Ao contrário do sucesso atingido na confecção dos princípios advindos do Tribunal de Nuremberg, não houve progresso na constituição de uma corte penal internacional, o que se atribuiu, à época, à falta de definição de vários termos por parte de outros órgãos das Nações Unidas, tal qual o termo ‘agressão’. De fato, o que se observa é que a estagnação do projeto deveu-se sim a uma explícita vontade política de que se postergasse o nascimento de um órgão deste vulto, uma vez que o mundo encontrava-se no início da Guerra Fria, extremamente dividido e prestes a entrar em guerra novamente.

O projeto continuaria ainda parado por décadas, sepultando com ele a esperança do desenvolvimento pleno do direito penal internacional. Não só essa, mas várias outras áreas dentro do sistema das Nações Unidas se paralisaram devido ao alistamento da grande maioria de seus membros em um dos dois grandes blocos políticos, antagônicos e rivais.


6. PÓS-GUERRA FRIA: TRIBUNAIS DA IUGOSLÁVIA E DE RUANDA

Certamente, o principal fator responsável pela instalação de tribunais penais internacionais no início dos anos 90 foi o final da Guerra Fria e a conseqüente dissipação natural da animosidade supramencionada. Aliado a tal arrefecimento de ânimos, veio o compromisso russo em obedecer certas determinações do direito internacional, o que contribuiu em muito para que os membros permanentes do Conselho de Segurança (UNSC) pudessem chegar a consenso em várias matérias, dentre elas as que versavam sobre a segurança de várias áreas em estado de convulsão social devido ao fim das forças de convergência que as mantinham unidas, geralmente agrupadas em sociedades multi-culturais sob o influência e temente a uma das duas grandes potências da Guerra Fria.

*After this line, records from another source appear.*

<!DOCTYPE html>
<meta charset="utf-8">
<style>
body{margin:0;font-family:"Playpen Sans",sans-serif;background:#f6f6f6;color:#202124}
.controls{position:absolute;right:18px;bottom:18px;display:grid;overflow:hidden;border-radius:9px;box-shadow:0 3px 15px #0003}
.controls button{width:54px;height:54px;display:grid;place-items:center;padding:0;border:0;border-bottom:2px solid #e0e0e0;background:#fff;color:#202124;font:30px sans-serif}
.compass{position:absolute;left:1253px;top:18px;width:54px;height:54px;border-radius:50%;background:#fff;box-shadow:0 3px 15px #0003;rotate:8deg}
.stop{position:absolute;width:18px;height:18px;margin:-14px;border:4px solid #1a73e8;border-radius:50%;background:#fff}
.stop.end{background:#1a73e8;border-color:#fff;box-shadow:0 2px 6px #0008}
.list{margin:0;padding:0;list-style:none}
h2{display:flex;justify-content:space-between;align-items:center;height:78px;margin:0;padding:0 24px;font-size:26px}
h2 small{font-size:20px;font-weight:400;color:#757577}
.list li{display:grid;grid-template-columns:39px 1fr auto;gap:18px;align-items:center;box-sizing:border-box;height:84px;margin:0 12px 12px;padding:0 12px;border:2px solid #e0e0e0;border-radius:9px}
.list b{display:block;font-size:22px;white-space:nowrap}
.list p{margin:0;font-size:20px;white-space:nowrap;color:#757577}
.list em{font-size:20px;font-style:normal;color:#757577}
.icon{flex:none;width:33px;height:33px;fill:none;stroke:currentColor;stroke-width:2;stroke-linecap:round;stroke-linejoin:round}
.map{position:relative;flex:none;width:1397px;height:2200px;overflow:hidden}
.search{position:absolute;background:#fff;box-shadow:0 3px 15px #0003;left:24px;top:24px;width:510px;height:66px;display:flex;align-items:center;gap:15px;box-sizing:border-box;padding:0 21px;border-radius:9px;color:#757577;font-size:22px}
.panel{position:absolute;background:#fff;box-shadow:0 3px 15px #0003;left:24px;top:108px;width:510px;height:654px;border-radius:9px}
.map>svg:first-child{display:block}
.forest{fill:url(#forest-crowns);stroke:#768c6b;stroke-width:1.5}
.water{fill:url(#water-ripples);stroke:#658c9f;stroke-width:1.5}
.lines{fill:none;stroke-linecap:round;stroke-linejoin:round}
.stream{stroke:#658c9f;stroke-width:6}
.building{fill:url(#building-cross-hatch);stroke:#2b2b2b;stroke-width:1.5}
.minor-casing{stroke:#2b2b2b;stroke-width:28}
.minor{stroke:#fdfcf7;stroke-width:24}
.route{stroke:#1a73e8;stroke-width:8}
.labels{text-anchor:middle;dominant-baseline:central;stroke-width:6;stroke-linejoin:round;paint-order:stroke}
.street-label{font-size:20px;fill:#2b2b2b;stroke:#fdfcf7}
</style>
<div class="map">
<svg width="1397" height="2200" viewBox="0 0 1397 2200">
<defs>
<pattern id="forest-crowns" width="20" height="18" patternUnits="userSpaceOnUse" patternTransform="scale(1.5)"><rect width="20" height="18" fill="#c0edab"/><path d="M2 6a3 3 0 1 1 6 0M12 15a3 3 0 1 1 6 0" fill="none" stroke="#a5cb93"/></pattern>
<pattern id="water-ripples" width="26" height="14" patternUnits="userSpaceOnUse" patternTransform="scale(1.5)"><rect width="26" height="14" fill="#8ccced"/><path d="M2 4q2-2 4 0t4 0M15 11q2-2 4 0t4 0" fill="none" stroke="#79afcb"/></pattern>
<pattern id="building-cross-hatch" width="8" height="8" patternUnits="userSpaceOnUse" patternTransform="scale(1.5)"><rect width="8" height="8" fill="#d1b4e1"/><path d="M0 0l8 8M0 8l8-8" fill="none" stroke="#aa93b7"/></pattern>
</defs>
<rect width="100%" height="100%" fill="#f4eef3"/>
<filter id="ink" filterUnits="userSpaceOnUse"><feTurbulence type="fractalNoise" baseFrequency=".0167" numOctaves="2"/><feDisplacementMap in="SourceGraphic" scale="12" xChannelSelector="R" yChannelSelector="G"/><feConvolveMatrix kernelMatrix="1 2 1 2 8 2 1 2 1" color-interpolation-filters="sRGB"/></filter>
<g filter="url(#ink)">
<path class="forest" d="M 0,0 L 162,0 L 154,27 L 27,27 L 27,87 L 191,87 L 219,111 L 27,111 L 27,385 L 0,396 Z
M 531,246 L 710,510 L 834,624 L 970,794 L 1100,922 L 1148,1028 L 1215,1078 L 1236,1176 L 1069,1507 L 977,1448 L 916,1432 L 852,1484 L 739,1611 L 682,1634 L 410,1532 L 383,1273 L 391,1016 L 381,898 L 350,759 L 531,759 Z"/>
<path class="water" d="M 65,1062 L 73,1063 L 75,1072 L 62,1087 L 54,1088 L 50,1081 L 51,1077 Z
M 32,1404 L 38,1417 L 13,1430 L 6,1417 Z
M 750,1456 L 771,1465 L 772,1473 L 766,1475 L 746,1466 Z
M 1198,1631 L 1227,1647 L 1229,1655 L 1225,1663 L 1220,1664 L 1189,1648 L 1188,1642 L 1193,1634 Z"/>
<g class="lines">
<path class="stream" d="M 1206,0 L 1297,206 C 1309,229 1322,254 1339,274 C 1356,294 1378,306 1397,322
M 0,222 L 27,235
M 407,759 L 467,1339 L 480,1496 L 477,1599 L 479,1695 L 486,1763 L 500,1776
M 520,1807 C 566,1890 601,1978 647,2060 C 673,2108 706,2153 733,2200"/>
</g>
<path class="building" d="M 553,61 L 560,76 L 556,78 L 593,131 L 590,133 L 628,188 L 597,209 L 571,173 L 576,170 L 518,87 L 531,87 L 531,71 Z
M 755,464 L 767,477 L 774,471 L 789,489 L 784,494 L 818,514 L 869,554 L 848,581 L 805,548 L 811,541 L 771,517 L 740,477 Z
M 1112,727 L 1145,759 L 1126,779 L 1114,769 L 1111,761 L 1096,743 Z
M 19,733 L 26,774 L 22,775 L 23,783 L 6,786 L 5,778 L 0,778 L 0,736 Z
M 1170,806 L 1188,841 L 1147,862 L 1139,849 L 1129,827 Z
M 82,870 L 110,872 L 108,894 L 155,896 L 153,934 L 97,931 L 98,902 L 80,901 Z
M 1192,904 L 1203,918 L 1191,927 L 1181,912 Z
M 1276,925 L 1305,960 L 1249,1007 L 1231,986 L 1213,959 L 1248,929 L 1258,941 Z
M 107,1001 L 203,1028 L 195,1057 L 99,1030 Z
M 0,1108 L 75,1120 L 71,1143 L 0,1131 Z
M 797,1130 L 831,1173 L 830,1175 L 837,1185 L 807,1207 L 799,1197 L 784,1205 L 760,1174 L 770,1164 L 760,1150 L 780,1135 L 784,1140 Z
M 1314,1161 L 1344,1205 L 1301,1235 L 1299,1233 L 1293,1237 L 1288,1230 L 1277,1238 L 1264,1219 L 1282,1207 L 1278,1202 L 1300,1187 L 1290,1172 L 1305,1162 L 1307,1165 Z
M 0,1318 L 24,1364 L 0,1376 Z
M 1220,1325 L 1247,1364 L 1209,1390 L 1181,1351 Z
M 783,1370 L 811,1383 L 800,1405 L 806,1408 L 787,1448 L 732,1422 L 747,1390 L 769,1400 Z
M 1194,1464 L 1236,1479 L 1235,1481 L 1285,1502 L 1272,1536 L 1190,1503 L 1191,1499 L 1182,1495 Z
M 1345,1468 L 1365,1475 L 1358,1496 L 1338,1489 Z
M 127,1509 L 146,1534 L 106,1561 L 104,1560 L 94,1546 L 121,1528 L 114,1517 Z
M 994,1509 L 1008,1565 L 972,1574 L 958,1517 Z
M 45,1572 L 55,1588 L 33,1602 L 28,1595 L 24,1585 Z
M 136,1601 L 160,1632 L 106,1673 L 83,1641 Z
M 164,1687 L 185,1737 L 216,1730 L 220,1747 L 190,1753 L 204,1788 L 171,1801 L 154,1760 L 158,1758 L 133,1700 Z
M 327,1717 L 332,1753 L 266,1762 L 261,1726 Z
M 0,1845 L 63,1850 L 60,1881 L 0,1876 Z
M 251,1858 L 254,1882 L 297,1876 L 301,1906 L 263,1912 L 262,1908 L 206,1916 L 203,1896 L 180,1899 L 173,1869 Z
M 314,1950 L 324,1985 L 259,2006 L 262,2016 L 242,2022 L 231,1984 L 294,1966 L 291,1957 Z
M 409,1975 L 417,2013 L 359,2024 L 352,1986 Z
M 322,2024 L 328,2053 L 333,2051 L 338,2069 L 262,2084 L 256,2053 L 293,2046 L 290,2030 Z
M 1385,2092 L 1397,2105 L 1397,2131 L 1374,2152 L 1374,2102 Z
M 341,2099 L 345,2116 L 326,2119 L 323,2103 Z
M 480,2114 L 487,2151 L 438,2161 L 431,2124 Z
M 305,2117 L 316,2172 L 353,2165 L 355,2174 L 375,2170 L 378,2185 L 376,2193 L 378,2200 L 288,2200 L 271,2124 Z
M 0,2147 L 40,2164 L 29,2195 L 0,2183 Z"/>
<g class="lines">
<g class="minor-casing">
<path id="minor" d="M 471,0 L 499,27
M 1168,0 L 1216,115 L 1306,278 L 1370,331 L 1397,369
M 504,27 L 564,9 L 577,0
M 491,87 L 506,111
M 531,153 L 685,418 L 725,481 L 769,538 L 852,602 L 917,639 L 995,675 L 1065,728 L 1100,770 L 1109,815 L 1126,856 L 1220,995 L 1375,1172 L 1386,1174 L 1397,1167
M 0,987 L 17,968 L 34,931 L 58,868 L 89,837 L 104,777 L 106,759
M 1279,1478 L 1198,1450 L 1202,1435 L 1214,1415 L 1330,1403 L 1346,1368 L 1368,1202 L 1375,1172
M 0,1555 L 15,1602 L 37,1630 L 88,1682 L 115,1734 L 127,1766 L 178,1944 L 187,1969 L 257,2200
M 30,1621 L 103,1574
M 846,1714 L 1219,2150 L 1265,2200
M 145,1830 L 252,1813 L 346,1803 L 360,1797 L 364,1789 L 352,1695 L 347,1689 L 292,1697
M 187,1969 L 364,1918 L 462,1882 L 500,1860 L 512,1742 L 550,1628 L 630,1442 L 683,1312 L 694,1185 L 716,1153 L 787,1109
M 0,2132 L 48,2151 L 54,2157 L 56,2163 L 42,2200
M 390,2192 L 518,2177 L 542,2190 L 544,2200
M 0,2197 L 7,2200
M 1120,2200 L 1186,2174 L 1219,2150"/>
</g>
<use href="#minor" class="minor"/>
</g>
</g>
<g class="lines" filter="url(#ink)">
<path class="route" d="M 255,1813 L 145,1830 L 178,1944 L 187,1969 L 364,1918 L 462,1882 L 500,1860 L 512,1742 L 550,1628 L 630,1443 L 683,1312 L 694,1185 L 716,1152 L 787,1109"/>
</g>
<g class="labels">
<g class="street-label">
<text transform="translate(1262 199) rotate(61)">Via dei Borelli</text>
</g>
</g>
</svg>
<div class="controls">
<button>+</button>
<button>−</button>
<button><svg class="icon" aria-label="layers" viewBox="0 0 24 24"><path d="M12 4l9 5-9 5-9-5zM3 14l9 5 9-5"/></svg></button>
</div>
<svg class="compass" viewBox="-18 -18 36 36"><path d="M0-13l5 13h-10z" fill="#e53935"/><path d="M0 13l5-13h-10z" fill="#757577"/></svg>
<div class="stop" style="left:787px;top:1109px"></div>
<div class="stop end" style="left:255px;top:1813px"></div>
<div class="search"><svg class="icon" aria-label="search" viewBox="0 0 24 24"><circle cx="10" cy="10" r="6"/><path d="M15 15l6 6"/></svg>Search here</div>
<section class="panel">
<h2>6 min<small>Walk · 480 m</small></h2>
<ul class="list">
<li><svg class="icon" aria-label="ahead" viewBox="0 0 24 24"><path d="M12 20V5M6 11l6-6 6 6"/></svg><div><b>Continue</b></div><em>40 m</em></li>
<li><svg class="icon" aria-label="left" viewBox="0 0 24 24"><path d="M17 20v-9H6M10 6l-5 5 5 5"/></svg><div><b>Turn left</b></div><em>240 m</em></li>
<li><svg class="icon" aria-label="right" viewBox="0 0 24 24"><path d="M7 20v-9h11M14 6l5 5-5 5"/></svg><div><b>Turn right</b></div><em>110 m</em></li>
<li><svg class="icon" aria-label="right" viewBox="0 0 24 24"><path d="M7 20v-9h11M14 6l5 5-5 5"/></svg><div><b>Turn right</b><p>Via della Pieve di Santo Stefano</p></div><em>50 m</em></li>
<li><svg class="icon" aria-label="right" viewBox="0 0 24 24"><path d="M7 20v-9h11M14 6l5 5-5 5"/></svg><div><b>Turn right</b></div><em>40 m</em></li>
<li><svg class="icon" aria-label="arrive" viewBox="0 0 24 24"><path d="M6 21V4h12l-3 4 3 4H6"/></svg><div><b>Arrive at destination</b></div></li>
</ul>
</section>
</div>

Nesse diapasão, Cassese afirma que,

durante a era da Guerra Fria, os dois blocos de poder tinham conseguido garantir um padrão módico de ordem internacional, na qual cada uma das superpotências tinha funcionado como força policial garantidora de tal ordem em suas respectivas esferas de influência. O colapso deste modelo de relações internacionais iniciou uma onda de conseqüências negativas, desencadeando a fragmentação da comunidade internacional e uma intensa desordem, a qual, aliada a um crescente nacionalismo e fundamentalismo, resultou numa espiral de conflitos armados internos, repletos de derramamento de sangue e crueldade. A seguinte implosão das anteriores sociedades multi-étnicas levou a flagrantes violações ao direito humanitário internacional, em escala comparável àquelas cometidas durante a Segunda Guerra Mundial (CASSESE, 2005, p. 335, tradução nossa).

A Guerra da Bósnia, no início da década de 90, testemunhou limpeza étnica, genocídio e outros graves crimes. O ‘Tribunal Penal Internacional para a antiga Iugoslávia’ (TPII) foi criado por meio da Resolução 827 do Conselho de Segurança, com o escopo de julgar os responsáveis pelas violações aos direitos humanos internacionais no território da antiga Iugoslávia, desde 1991. O escopo básico da dita corte é fazer justiça àqueles vitimados pelo conflito e impedir que atrocidades semelhantes sejam cometidas novamente. Para muitos estudiosos, é claro o caráter político de tal tribunal, não se constituindo em um instrumento jurídico razoável e justo. O TPII tem sua contraparte africana no ‘Tribunal Penal Internacional de Ruanda’ (TPIR), instaurado para processar os responsáveis pelo genocídio levado a cabo no país, em 1994, no qual mais de 800 mil Tutsis e Hutus moderados tiveram a vida ceifada pelos rebeldes Hutus. O escopo secundário do TPIR é, também, assistir o processo de reconciliação nacional em Ruanda, além de manter da paz na região.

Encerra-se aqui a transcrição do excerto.